*What is being asked*: Go through the data and retrieve each line that includes the string "highway".

*Material provided*:
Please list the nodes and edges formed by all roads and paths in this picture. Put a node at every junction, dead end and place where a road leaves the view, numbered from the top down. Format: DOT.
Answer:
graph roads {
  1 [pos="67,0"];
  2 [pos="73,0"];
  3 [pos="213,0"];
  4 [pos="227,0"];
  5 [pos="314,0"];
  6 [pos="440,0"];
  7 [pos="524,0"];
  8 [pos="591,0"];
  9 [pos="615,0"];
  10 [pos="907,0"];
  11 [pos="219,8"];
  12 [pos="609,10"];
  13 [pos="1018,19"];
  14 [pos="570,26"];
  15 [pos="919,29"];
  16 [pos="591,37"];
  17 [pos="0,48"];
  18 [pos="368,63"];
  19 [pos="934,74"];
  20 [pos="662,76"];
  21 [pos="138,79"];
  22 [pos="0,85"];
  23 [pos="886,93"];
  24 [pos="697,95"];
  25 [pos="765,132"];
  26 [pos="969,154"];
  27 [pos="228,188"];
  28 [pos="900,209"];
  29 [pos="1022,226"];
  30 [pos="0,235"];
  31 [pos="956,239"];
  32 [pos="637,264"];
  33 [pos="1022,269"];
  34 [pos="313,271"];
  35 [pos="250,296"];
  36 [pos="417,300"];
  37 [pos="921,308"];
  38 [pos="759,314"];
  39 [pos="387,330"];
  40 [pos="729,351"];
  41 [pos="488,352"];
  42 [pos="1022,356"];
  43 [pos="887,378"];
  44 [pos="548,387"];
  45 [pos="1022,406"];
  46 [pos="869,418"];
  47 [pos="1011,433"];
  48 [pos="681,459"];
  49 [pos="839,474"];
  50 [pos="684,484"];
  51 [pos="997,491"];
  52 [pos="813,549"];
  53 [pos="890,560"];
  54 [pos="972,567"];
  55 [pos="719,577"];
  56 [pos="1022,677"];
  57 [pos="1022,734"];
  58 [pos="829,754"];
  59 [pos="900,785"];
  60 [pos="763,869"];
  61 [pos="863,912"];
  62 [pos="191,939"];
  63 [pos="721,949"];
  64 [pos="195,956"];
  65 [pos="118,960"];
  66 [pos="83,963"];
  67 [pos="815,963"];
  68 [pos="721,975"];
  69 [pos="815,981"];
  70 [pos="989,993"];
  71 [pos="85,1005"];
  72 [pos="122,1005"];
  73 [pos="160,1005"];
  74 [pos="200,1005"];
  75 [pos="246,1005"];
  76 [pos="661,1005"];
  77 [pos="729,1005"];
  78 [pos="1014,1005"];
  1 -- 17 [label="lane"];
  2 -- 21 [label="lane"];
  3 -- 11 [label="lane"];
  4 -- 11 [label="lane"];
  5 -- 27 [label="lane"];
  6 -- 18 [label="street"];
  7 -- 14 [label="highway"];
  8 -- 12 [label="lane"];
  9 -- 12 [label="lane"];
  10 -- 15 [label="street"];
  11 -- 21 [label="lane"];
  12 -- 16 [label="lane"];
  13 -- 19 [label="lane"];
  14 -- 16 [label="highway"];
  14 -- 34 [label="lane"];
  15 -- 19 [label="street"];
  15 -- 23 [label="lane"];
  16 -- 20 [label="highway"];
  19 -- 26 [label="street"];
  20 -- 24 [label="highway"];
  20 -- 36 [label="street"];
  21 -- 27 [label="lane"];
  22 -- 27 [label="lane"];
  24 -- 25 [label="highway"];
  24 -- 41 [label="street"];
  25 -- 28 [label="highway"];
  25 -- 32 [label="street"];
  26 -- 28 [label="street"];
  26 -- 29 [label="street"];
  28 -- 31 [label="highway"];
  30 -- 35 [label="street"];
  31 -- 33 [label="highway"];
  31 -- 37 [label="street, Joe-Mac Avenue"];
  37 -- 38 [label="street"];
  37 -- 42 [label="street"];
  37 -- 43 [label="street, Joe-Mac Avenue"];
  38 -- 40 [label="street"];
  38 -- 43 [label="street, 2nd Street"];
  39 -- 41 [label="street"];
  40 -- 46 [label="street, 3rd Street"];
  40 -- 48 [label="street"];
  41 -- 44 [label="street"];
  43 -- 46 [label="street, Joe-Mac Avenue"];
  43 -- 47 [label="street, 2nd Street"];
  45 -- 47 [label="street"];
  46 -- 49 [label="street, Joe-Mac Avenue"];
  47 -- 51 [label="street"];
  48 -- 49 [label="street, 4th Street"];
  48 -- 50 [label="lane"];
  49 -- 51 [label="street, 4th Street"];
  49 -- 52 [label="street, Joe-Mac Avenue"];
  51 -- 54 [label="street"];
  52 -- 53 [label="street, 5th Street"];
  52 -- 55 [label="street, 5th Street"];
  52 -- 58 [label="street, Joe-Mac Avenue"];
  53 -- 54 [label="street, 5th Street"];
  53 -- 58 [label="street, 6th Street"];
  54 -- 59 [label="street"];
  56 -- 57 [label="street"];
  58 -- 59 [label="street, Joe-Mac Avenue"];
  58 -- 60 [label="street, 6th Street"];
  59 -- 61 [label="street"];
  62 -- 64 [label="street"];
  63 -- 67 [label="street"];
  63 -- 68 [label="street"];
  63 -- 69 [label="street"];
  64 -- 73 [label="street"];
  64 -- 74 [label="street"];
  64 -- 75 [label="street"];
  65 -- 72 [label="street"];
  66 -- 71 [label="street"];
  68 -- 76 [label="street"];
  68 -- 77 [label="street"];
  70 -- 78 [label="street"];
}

*Task output*:
  7 -- 14 [label="highway"];
  14 -- 16 [label="highway"];
  16 -- 20 [label="highway"];
  20 -- 24 [label="highway"];
  24 -- 25 [label="highway"];
  25 -- 28 [label="highway"];
  28 -- 31 [label="highway"];
  31 -- 33 [label="highway"];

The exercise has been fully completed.